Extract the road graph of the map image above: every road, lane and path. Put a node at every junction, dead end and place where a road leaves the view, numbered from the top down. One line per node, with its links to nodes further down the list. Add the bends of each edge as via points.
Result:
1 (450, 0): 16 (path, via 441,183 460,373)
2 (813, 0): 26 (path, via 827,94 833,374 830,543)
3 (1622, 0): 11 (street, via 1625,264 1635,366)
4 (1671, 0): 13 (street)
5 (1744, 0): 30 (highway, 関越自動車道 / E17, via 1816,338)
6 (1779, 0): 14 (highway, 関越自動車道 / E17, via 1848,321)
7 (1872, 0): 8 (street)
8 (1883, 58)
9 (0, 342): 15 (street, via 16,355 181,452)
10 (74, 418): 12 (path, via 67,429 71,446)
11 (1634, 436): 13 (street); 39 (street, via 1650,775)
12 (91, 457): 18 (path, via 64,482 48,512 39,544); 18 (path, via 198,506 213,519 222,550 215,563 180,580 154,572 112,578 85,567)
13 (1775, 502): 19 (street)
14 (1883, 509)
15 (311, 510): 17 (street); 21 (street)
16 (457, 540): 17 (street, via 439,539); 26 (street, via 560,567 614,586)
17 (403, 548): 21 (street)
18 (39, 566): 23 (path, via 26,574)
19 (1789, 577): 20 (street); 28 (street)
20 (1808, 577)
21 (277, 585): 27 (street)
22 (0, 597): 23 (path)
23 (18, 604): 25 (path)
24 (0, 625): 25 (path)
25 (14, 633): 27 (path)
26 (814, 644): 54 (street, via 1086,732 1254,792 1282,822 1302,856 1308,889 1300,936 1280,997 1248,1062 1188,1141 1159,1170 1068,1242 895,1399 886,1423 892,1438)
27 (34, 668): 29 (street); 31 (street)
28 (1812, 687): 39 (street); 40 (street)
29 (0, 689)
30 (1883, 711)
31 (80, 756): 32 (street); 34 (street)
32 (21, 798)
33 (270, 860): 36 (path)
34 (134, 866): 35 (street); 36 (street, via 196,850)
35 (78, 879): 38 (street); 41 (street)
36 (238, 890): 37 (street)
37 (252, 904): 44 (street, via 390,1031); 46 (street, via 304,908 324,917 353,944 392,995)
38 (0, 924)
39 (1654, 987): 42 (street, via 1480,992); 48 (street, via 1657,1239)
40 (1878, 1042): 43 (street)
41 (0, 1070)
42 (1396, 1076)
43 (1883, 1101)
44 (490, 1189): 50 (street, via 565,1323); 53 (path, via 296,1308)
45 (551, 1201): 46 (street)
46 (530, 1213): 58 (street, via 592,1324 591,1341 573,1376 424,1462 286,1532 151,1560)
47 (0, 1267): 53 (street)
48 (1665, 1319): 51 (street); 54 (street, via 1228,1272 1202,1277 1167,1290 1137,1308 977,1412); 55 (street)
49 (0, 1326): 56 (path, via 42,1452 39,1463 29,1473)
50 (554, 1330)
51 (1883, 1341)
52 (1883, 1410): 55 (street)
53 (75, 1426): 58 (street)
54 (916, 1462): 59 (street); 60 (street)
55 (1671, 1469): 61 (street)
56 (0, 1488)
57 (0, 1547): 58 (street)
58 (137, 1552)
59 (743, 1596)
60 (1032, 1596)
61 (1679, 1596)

____________________

» What you need to do
The records are to be repeated in full, exactly as they stand.

» Result of the exercise
Extract the road graph of the map image above: every road, lane and path. Put a node at every junction, dead end and place where a road leaves the view, numbered from the top down. One line per node, with its links to nodes further down the list. Add the bends of each edge as via points.
Result:
1 (450, 0): 16 (path, via 441,183 460,373)
2 (813, 0): 26 (path, via 827,94 833,374 830,543)
3 (1622, 0): 11 (street, via 1625,264 1635,366)
4 (1671, 0): 13 (street)
5 (1744, 0): 30 (highway, 関越自動車道 / E17, via 1816,338)
6 (1779, 0): 14 (highway, 関越自動車道 / E17, via 1848,321)
7 (1872, 0): 8 (street)
8 (1883, 58)
9 (0, 342): 15 (street, via 16,355 181,452)
10 (74, 418): 12 (path, via 67,429 71,446)
11 (1634, 436): 13 (street); 39 (street, via 1650,775)
12 (91, 457): 18 (path, via 64,482 48,512 39,544); 18 (path, via 198,506 213,519 222,550 215,563 180,580 154,572 112,578 85,567)
13 (1775, 502): 19 (street)
14 (1883, 509)
15 (311, 510): 17 (street); 21 (street)
16 (457, 540): 17 (street, via 439,539); 26 (street, via 560,567 614,586)
17 (403, 548): 21 (street)
18 (39, 566): 23 (path, via 26,574)
19 (1789, 577): 20 (street); 28 (street)
20 (1808, 577)
21 (277, 585): 27 (street)
22 (0, 597): 23 (path)
23 (18, 604): 25 (path)
24 (0, 625): 25 (path)
25 (14, 633): 27 (path)
26 (814, 644): 54 (street, via 1086,732 1254,792 1282,822 1302,856 1308,889 1300,936 1280,997 1248,1062 1188,1141 1159,1170 1068,1242 895,1399 886,1423 892,1438)
27 (34, 668): 29 (street); 31 (street)
28 (1812, 687): 39 (street); 40 (street)
29 (0, 689)
30 (1883, 711)
31 (80, 756): 32 (street); 34 (street)
32 (21, 798)
33 (270, 860): 36 (path)
34 (134, 866): 35 (street); 36 (street, via 196,850)
35 (78, 879): 38 (street); 41 (street)
36 (238, 890): 37 (street)
37 (252, 904): 44 (street, via 390,1031); 46 (street, via 304,908 324,917 353,944 392,995)
38 (0, 924)
39 (1654, 987): 42 (street, via 1480,992); 48 (street, via 1657,1239)
40 (1878, 1042): 43 (street)
41 (0, 1070)
42 (1396, 1076)
43 (1883, 1101)
44 (490, 1189): 50 (street, via 565,1323); 53 (path, via 296,1308)
45 (551, 1201): 46 (street)
46 (530, 1213): 58 (street, via 592,1324 591,1341 573,1376 424,1462 286,1532 151,1560)
47 (0, 1267): 53 (street)
48 (1665, 1319): 51 (street); 54 (street, via 1228,1272 1202,1277 1167,1290 1137,1308 977,1412); 55 (street)
49 (0, 1326): 56 (path, via 42,1452 39,1463 29,1473)
50 (554, 1330)
51 (1883, 1341)
52 (1883, 1410): 55 (street)
53 (75, 1426): 58 (street)
54 (916, 1462): 59 (street); 60 (street)
55 (1671, 1469): 61 (street)
56 (0, 1488)
57 (0, 1547): 58 (street)
58 (137, 1552)
59 (743, 1596)
60 (1032, 1596)
61 (1679, 1596)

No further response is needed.